Set down the lines that begin at the top of the records and end with the line containing "pinky dip: (344, 342)", and drop every picture.

== == ==

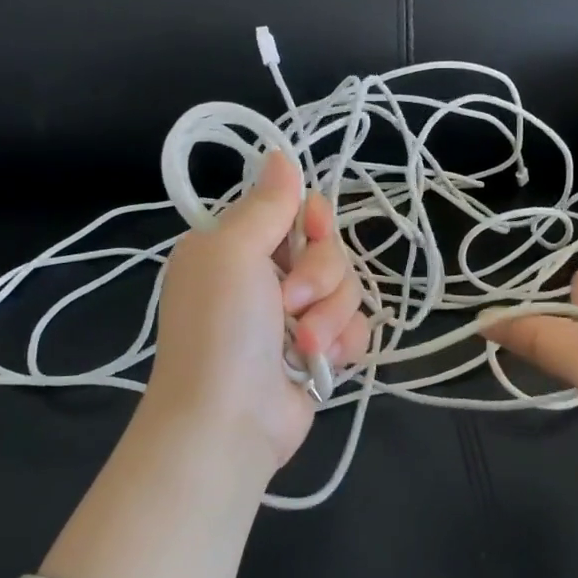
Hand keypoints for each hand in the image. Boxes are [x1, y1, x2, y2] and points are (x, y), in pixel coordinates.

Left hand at [141, 152, 369, 479]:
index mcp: (234, 247)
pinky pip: (355, 326)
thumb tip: (278, 154)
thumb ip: (265, 206)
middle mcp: (263, 277)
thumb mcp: (233, 253)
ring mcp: (293, 317)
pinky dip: (344, 342)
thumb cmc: (222, 330)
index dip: (312, 218)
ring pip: (346, 288)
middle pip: (327, 249)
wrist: (227, 423)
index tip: (314, 229)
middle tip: (292, 303)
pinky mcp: (318, 351)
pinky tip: (325, 361)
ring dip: (331, 315)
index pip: (292, 211)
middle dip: (321, 276)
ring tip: (305, 344)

== == ==

Solved problem:
Hand keypoints for each hand in the image. Boxes are [x1, y1, x2, y2] and points are (x, y), in pixel coordinates.

Left hand at [141, 152, 369, 479]:
index mcp: (234, 247)
pinky pip: (355, 326)
thumb tip: (278, 154)
thumb ip: (265, 206)
middle mcp: (263, 277)
thumb mcp: (233, 253)
ring mcp: (293, 317)
pinky dip: (344, 342)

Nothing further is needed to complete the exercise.